Psychology - Social Influence Flashcards
(109 cards)
What is social influence?
Social influence is the process by which an individual’s attitudes, beliefs, or behavior are modified by the presence or actions of others. Key areas include conformity, compliance, obedience, and minority influence.
What is compliance in conformity?
Compliance occurs when a person publicly agrees with a group but privately disagrees. This change in behavior is temporary and driven by the desire to fit in or avoid rejection.
Example: Laughing at a joke you don’t find funny because your friends are laughing.
Study: Asch’s Line Study.
What is internalisation in conformity?
Internalisation is when a person adopts the group’s beliefs both publicly and privately, making a permanent change in behavior.
Example: Converting religions or adopting vegetarianism after exposure to a friend’s beliefs.
Study: Jenness’ Bean Jar Experiment.
What is identification in conformity?
Identification occurs when someone conforms to the expectations of a social role (e.g., teacher, guard). It involves external behavioral change but may not reflect internal agreement.
Example: Zimbardo’s Prison Study.
What is normative social influence?
It is conformity driven by the desire to fit in and avoid rejection. This often results in compliance, where public behavior changes but private beliefs do not.
What is informational social influence?
It is conformity based on the desire to be correct, looking to others as a source of information, especially in uncertain situations. This often results in internalisation.

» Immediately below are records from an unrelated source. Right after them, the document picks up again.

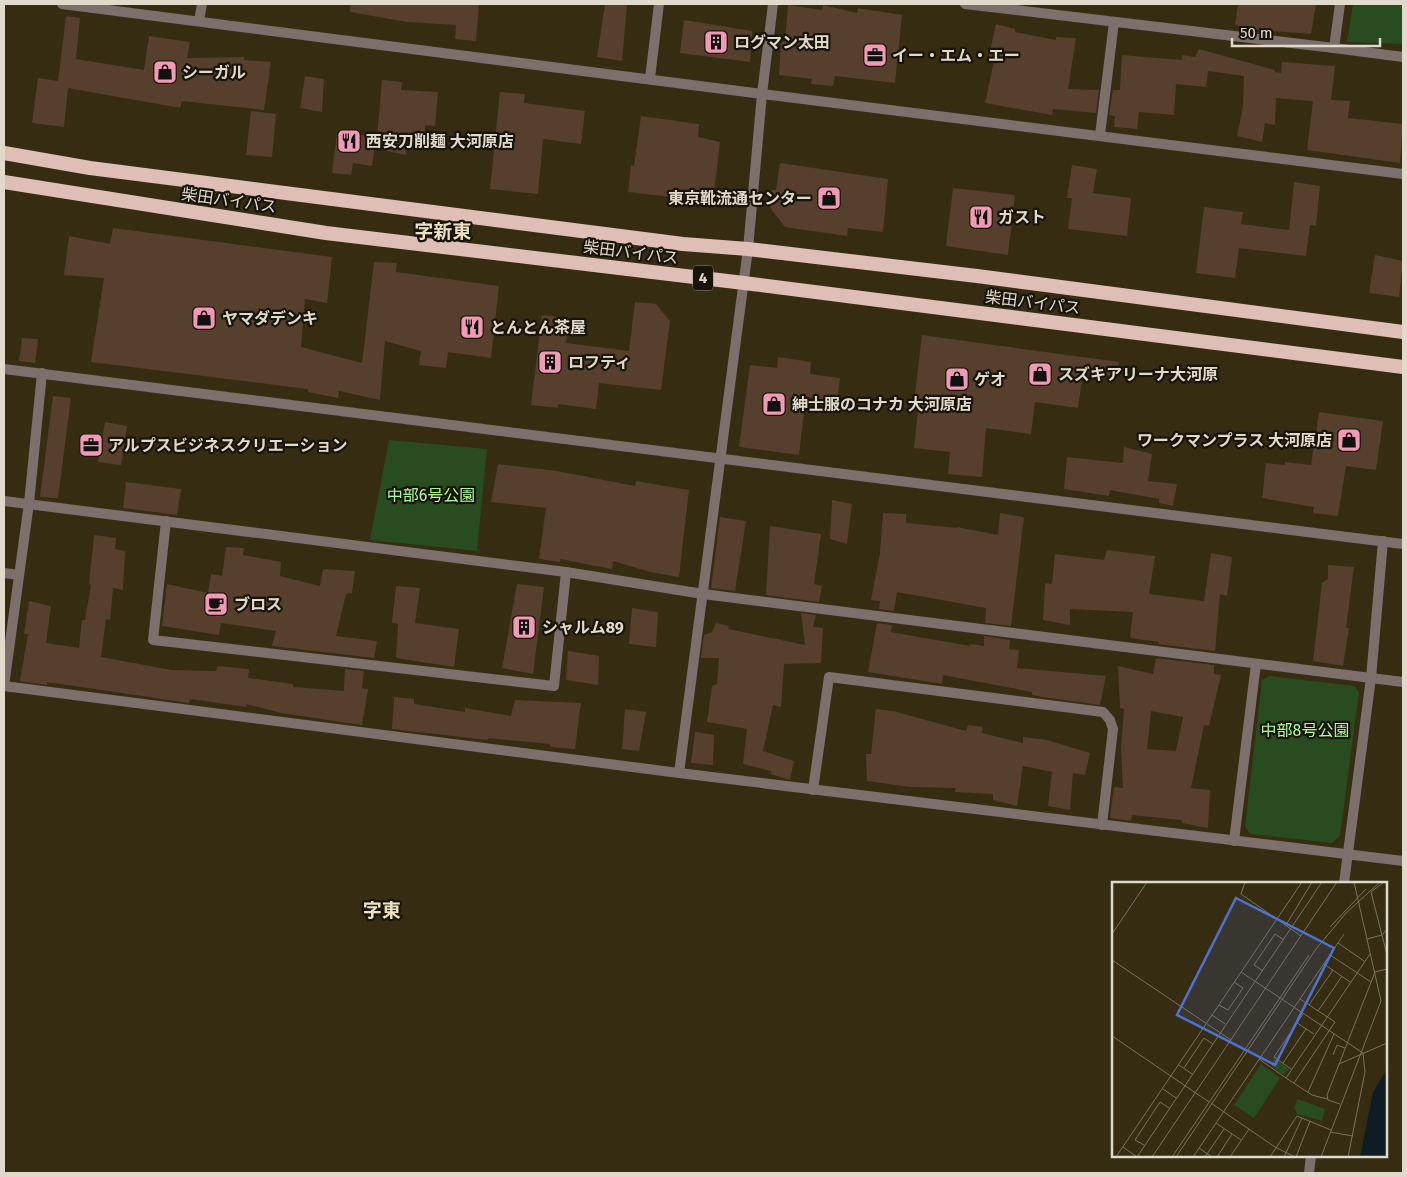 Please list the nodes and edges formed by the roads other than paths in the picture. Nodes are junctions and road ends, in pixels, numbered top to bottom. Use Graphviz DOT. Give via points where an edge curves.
graph roads {
  1 [pos="62,4"];
  2 [pos="202,4"];
  3 [pos="659,4"];
  4 [pos="773,4"];
  5 [pos="965,4"];
  6 [pos="1340,4"];
  7 [pos="91,5"];
  8 [pos="200,21"];
  9 [pos="1114,22"];
  10 [pos="1334,48"];
  11 [pos="1403,57"];
  12 [pos="650,78"];
  13 [pos="762,94"];
  14 [pos="1100,135"];
  15 [pos="4,153"];
  16 [pos="1403,174"];
  17 [pos="4,182"];
  18 [pos="748,249"];
  19 [pos="744,283"];
  20 [pos="1403,332"];
  21 [pos="1403,367"];
  22 [pos="4,369"];
  23 [pos="42,373"];
  24 [pos="720,459"];
  25 [pos="4,500"];
  26 [pos="29,503"];
  27 [pos="166,521"];
  28 [pos="1383,541"];
  29 [pos="1403,544"];
  30 [pos="566,572"];
  31 [pos="4,573"];
  32 [pos="19,575"];
  33 [pos="703,594"];
  34 [pos="1256,664"];
  35 [pos="1372,678"];
  36 [pos="1403,682"];
  37 [pos="4,686"];
  38 [pos="679,773"];
  39 [pos="813,790"];
  40 [pos="1102,825"];
  41 [pos="1234,841"];
  42 [pos="1348,854"];
  43 [pos="1403,861"];
  44 [pos="1344,882"];
  45 [pos="1311,1157"];
  46 [pos="1309,1173"];
  1 -- 7 [label="street"];
  2 -- 8 [label="street"];
  3 -- 12 [label="street"];
  4 -- 13 [label="street"];
  5 -- 9 [label="street"];
  6 -- 10 [label="street"];
  7 -- 8 [label="street"];
  8 -- 12 [label="street"];
  9 -- 10 [label="street"];
  9 -- 14 [label="street"];
  10 -- 11 [label="street"];
  12 -- 13 [label="street"];
  13 -- 14 [label="street"];
  13 -- 18 [label="street"];
  14 -- 16 [label="street"];
  15 -- 18 [label="highway, 柴田バイパス / 4" via="90,168 683,244"];
  17 -- 19 [label="highway, 柴田バイパス / 4" via="326,233"];
  18 -- 19 [label="street"];
  18 -- 20 [label="highway, 柴田バイパス / 4"];
  19 -- 21 [label="highway, 柴田バイパス / 4"];
  19 -- 24 [label="street"];
  22 -- 23 [label="street"];
  23 -- 24 [label="street"];
  23 -- 26 [label="street"];
  24 -- 28 [label="street"];
  24 -- 33 [label="street"];
  25 -- 26 [label="street"];
  26 -- 27 [label="street"];
  26 -- 32 [label="street"];
  27 -- 30 [label="street"];
  27 -- 30 [label="street" via="153,640 554,686"];
  28 -- 29 [label="street"];
  28 -- 35 [label="street"];
  30 -- 33 [label="street"];
  31 -- 32 [label="street"];
  32 -- 37 [label="street"];
  33 -- 34 [label="street"];
  33 -- 38 [label="street"];
  34 -- 35 [label="street"];
  34 -- 41 [label="street"];
  35 -- 36 [label="street"];
  35 -- 42 [label="street"];
  37 -- 38 [label="street"];
  38 -- 39 [label="street"];
  39 -- 40 [label="street"];
  39 -- 40 [label="street" via="828,677 1103,712 1113,729"];
  40 -- 41 [label="street"];
  41 -- 42 [label="street"];
  42 -- 43 [label="street"];
  42 -- 44 [label="street"];
  45 -- 46 [label="street"];
} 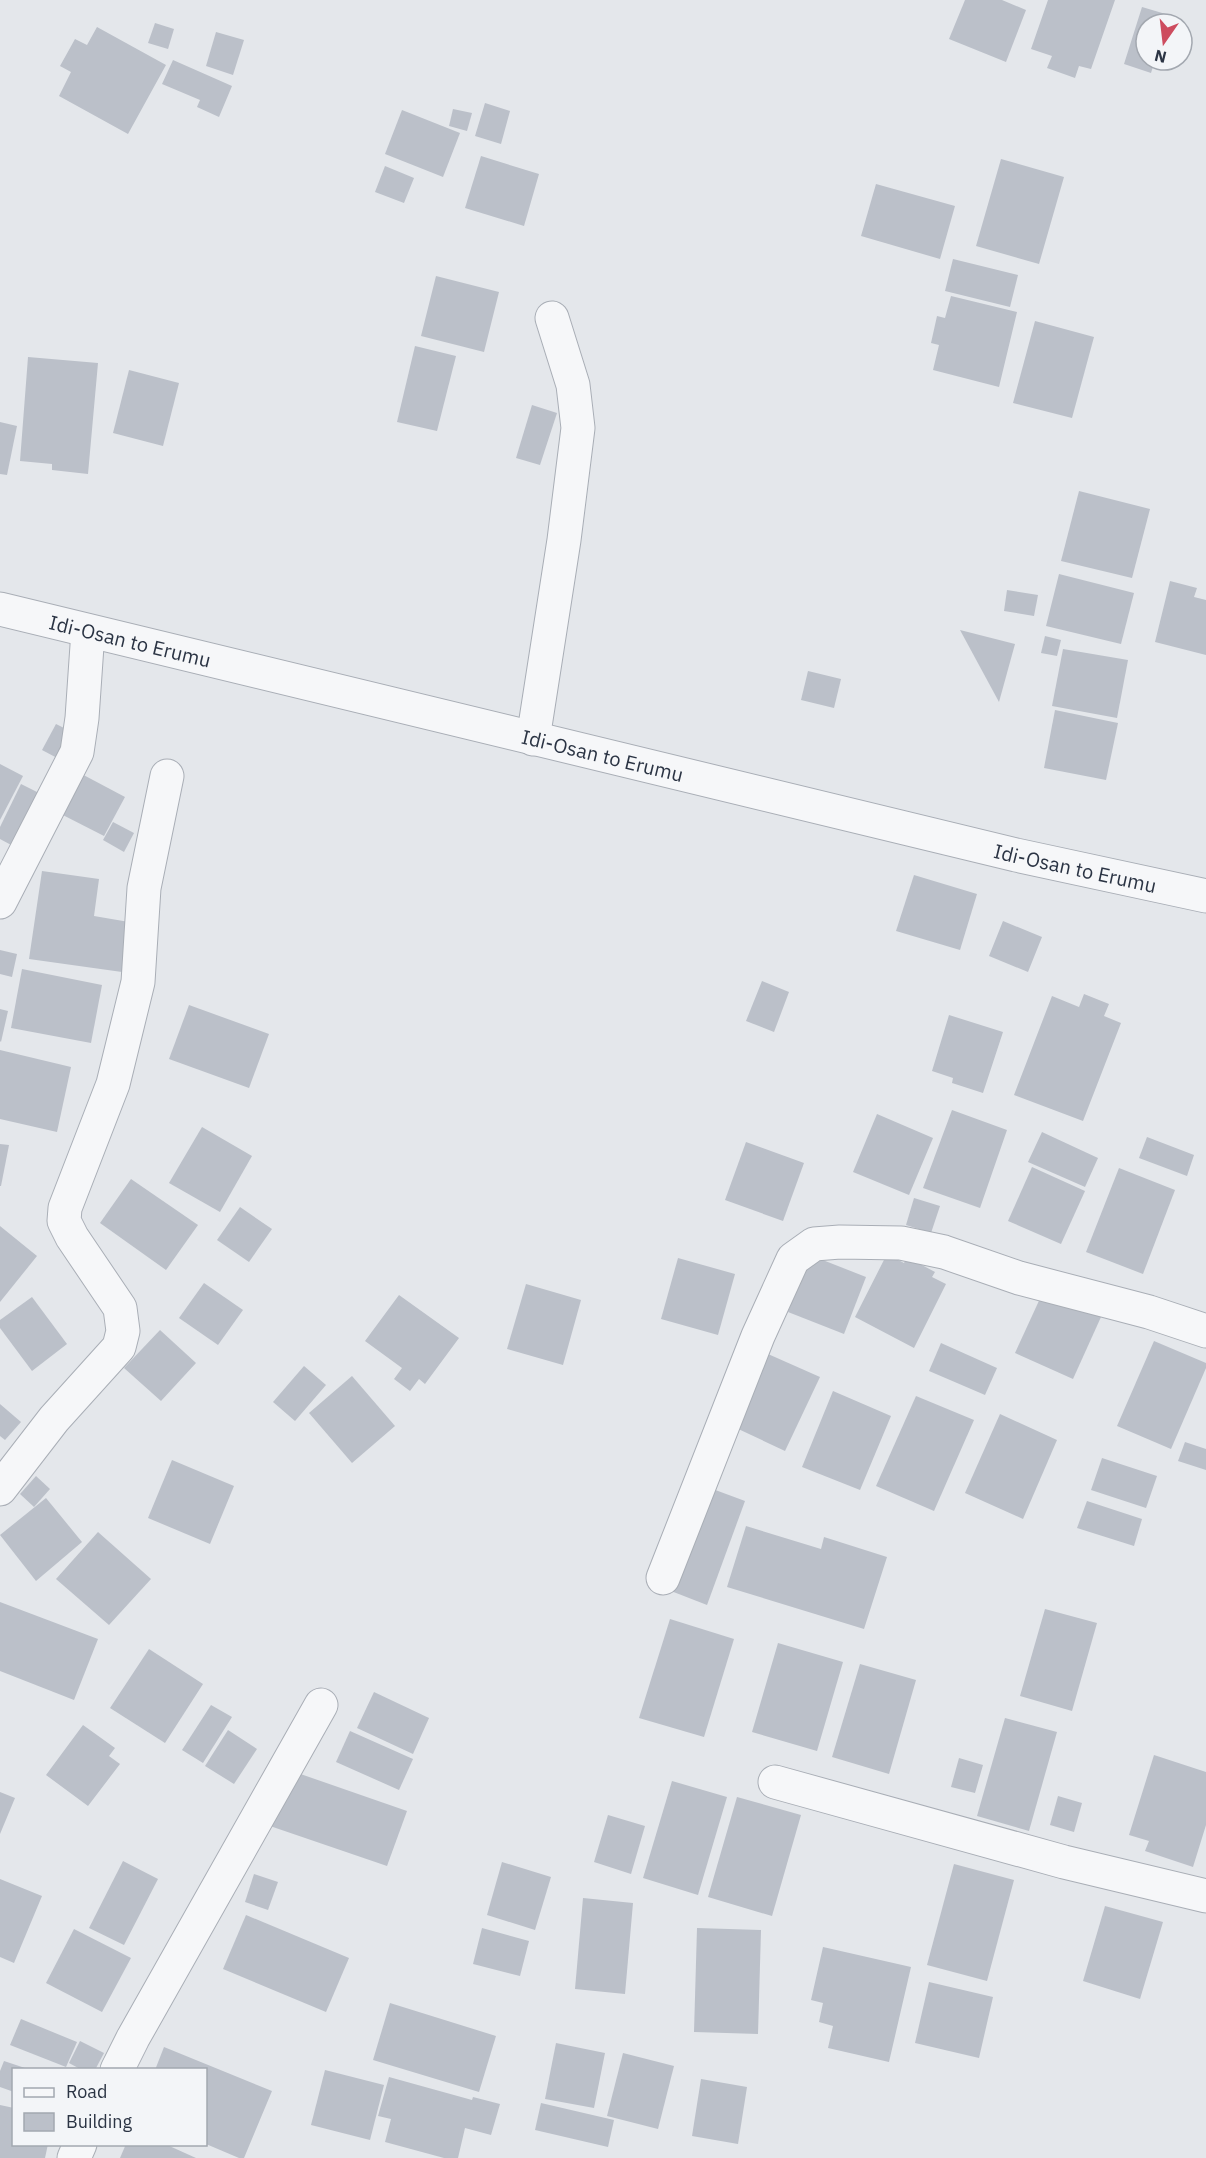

Example: Choosing the correct fork at a formal dinner by copying others.
Study: Jenness’ Bean Jar Experiment.
Describe Jenness’ Bean Jar Experiment.
Jenness asked participants to estimate the number of beans in a jar individually and then as a group. Group estimates converged, demonstrating informational influence and majority influence.
What was the procedure of Asch’s Line Study?
Groups of 5-7 participants were shown a standard line and comparison lines. Only one was a real participant; the rest were confederates who gave incorrect answers on 12/18 trials.
What were the findings of Asch’s Line Study?
32% conformed to incorrect answers on critical trials.
75% conformed at least once.
Evaluate Asch’s study.
Weaknesses:
Low ecological validity (artificial task).
Gender-biased sample (male participants).
Ethical issues: Deception and potential embarrassment.
Strengths:
Supports theories like normative social influence.
How does group size affect conformity?
Conformity increases with group size but plateaus at 3-5 members.
How does group unanimity affect conformity?
Conformity decreases significantly when even one person disagrees with the majority.
How does task difficulty affect conformity?
More difficult tasks increase conformity as individuals seek guidance.
How does private answering affect conformity?
Conformity decreases when answers are given privately, reducing normative pressures.
What was the aim of Zimbardo’s Stanford Prison Experiment?
To investigate how individuals conform to social roles (guard/prisoner) in a simulated prison environment.
Describe the procedure of Zimbardo’s study.
24 male college students were randomly assigned as guards or prisoners in a mock prison.
Guards were given uniforms and authority; prisoners were dehumanized with uniforms and ID numbers.
The behavior of participants was observed over time.
What were the findings of Zimbardo’s study?
Guards adopted brutal, authoritarian roles, harassing prisoners.
Prisoners became submissive, compliant, and distressed.
Social roles strongly influenced behavior.
Evaluate Zimbardo’s study.
Weaknesses:
Low ecological validity (artificial setting).
Ethical issues: Psychological harm, lack of informed consent, and humiliation of participants.
Demand characteristics: Guards may have acted based on perceived expectations.
Strengths:
Altered U.S. prison policies (e.g., separation of juveniles and adults).
Led to the development of ethical guidelines for psychological research.
What is obedience in the context of social influence?
Obedience is a type of social influence where a person follows an order from another person, typically an authority figure.
What did Milgram aim to study with his obedience experiment?
Milgram aimed to study why people followed harmful orders, particularly in the context of the Holocaust, where people followed orders to kill Jews.
What was the procedure of Milgram’s shock study?
Participants were assigned the role of “teacher” and asked to administer electric shocks to a “learner” (a confederate) every time they gave a wrong answer. The shocks increased from 15 to 450 volts.
What were the key results of Milgram’s obedience study?
65% of participants administered the maximum shock of 450 volts. All participants went to at least 300 volts.
What was the main ethical concern in Milgram’s obedience study?
Ethical issues included deception (participants believed they were administering real shocks), lack of informed consent, and potential psychological harm due to stress.
What is the Agentic State?
The agentic state theory suggests that people obey authority figures because they believe that the authority figure will take responsibility for the consequences of their actions.